* Brief *
Print the entries exactly as given.

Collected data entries

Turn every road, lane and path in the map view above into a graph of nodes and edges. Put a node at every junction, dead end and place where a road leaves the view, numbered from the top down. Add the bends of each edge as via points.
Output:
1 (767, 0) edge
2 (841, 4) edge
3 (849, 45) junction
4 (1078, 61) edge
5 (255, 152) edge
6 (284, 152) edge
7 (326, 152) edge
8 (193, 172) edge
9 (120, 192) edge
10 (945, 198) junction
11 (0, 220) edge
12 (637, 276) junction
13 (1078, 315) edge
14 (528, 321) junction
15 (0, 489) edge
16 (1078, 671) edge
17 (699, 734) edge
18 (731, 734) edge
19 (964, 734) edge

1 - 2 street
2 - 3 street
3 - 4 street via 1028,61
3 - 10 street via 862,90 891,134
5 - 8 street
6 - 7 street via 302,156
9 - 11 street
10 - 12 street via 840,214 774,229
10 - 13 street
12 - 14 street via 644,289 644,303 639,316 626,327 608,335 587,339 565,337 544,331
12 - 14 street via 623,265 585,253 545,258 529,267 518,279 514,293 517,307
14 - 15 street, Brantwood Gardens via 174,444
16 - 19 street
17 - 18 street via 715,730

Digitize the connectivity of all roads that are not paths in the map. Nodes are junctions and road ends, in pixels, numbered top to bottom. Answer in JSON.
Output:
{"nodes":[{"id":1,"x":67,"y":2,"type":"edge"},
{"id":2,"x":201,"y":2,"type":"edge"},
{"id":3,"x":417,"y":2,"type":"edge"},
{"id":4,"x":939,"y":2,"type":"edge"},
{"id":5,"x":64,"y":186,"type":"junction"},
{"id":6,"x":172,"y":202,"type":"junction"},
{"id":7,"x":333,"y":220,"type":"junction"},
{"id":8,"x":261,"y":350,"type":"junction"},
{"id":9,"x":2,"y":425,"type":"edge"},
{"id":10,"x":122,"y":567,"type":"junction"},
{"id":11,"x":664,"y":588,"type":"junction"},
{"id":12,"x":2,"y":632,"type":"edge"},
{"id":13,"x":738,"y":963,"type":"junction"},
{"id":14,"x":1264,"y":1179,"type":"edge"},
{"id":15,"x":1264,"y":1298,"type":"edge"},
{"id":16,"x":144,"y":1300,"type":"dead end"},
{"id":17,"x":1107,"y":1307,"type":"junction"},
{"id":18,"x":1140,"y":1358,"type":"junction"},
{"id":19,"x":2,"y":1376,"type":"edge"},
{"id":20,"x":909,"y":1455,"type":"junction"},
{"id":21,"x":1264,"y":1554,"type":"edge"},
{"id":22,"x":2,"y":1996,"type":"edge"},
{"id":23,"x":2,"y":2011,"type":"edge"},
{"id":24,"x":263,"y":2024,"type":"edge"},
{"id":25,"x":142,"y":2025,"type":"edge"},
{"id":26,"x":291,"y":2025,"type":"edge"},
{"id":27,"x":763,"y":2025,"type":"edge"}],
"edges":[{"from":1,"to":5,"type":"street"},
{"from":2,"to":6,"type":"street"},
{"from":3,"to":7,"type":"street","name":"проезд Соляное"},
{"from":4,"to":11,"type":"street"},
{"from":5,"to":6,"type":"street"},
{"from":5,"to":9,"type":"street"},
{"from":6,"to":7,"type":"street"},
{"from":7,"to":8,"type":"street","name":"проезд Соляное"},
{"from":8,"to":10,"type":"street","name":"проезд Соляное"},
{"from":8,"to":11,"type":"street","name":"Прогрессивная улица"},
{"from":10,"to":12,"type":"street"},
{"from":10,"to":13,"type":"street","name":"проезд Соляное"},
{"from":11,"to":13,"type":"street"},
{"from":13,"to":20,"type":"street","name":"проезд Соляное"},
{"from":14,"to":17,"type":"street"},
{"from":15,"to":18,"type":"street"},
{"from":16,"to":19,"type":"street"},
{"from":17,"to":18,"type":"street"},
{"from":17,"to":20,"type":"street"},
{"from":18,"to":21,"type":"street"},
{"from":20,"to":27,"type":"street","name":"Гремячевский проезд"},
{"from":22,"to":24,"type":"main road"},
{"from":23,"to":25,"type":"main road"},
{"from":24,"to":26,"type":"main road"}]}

* Answer space *
Turn every road, lane and path in the map view above into a graph of nodes and edges. Put a node at every junction, dead end and place where a road leaves the view, numbered from the top down. Add the bends of each edge as via points.
Output:
1 (767, 0) edge
2 (841, 4) edge
3 (849, 45) junction
4 (1078, 61) edge
5 (255, 152) edge
6 (284, 152) edge
7 (326, 152) edge
8 (193, 172) edge
9 (120, 192) edge
10 (945, 198) junction
11 (0, 220) edge
12 (637, 276) junction
13 (1078, 315) edge
14 (528, 321) junction
15 (0, 489) edge
16 (1078, 671) edge
17 (699, 734) edge
18 (731, 734) edge
19 (964, 734) edge

1 - 2 street
2 - 3 street
3 - 4 street via 1028,61
3 - 10 street via 862,90 891,134
5 - 8 street
6 - 7 street via 302,156
9 - 11 street
10 - 12 street via 840,214 774,229
10 - 13 street
12 - 14 street via 644,289 644,303 639,316 626,327 608,335 587,339 565,337 544,331
12 - 14 street via 623,265 585,253 545,258 529,267 518,279 514,293 517,307
14 - 15 street, Brantwood Gardens via 174,444
16 - 19 street
17 - 18 street via 715,730

Digitize the connectivity of all roads that are not paths in the map. Nodes are junctions and road ends, in pixels, numbered top to bottom. Answer in JSON.
Output:
{"nodes":[{"id":1,"x":67,"y":2,"type":"edge"},
{"id":2,"x":201,"y":2,"type":"edge"},
{"id":3,"x":417,"y":2,"type":"edge"},
{"id":4,"x":939,"y":2,"type":"edge"},
{"id":5,"x":64,"y":186,"type":"junction"},
{"id":6,"x":172,"y":202,"type":"junction"},
{"id":7,"x":333,"y":220,"type":"junction"},
{"id":8,"x":261,"y":350,"type":"junction"},
{"id":9,"x":2,"y":425,"type":"edge"},
{"id":10,"x":122,"y":567,"type":"junction"},
{"id":11,"x":664,"y":588,"type":"junction"},
{"id":12,"x":2,"y":632,"type":"edge"},
{"id":13,"x":738,"y":963,"type":"junction"},
{"id":14,"x":1264,"y":1179,"type":"edge"},
{"id":15,"x":1264,"y":1298,"type":"edge"},
{"id":16,"x":144,"y":1300,"type":"dead end"},
{"id":17,"x":1107,"y":1307,"type":"junction"},
{"id":18,"x":1140,"y":1358,"type":"junction"},
{"id":19,"x":2,"y":1376,"type":"edge"},
{"id":20,"x":909,"y":1455,"type":"junction"},
{"id":21,"x":1264,"y":1554,"type":"edge"},
{"id":22,"x":2,"y":1996,"type":"edge"},
{"id":23,"x":2,"y":2011,"type":"edge"},
{"id":24,"x":263,"y":2024,"type":"edge"},
{"id":25,"x":142,"y":2025,"type":"edge"},
{"id":26,"x":291,"y":2025,"type":"edge"},
{"id":27,"x":763,"y":2025,"type":"edge"}],
"edges":[{"from":1,"to":5,"type":"street"},
{"from":2,"to":6,"type":"street"},
{"from":3,"to":7,"type":"street","name":"проезд Соляное"},
{"from":4,"to":11,"type":"street"},
{"from":5,"to":6,"type":"street"},
{"from":5,"to":9,"type":"street"},
{"from":6,"to":7,"type":"street"},
{"from":7,"to":8,"type":"street","name":"проезд Соляное"},
{"from":8,"to":10,"type":"street","name":"проезд Соляное"},
{"from":8,"to":11,"type":"street","name":"Прогрессивная улица"},
{"from":10,"to":12,"type":"street"},
{"from":10,"to":13,"type":"street","name":"проезд Соляное"},
{"from":11,"to":13,"type":"street"},
{"from":13,"to":20,"type":"street","name":"проезд Соляное"},
{"from":14,"to":17,"type":"street"},
{"from":15,"to":18,"type":"street"},
{"from":16,"to":19,"type":"street"},
{"from":17,"to":18,"type":"street"},
{"from":17,"to":20,"type":"street"},
{"from":18,"to":21,"type":"street"},
{"from":20,"to":27,"type":"street","name":"Гремячевский проезд"},
{"from":22,"to":24,"type":"main road"},
{"from":23,"to":25,"type":"main road"},
{"from":24,"to":26,"type":"main road"}]}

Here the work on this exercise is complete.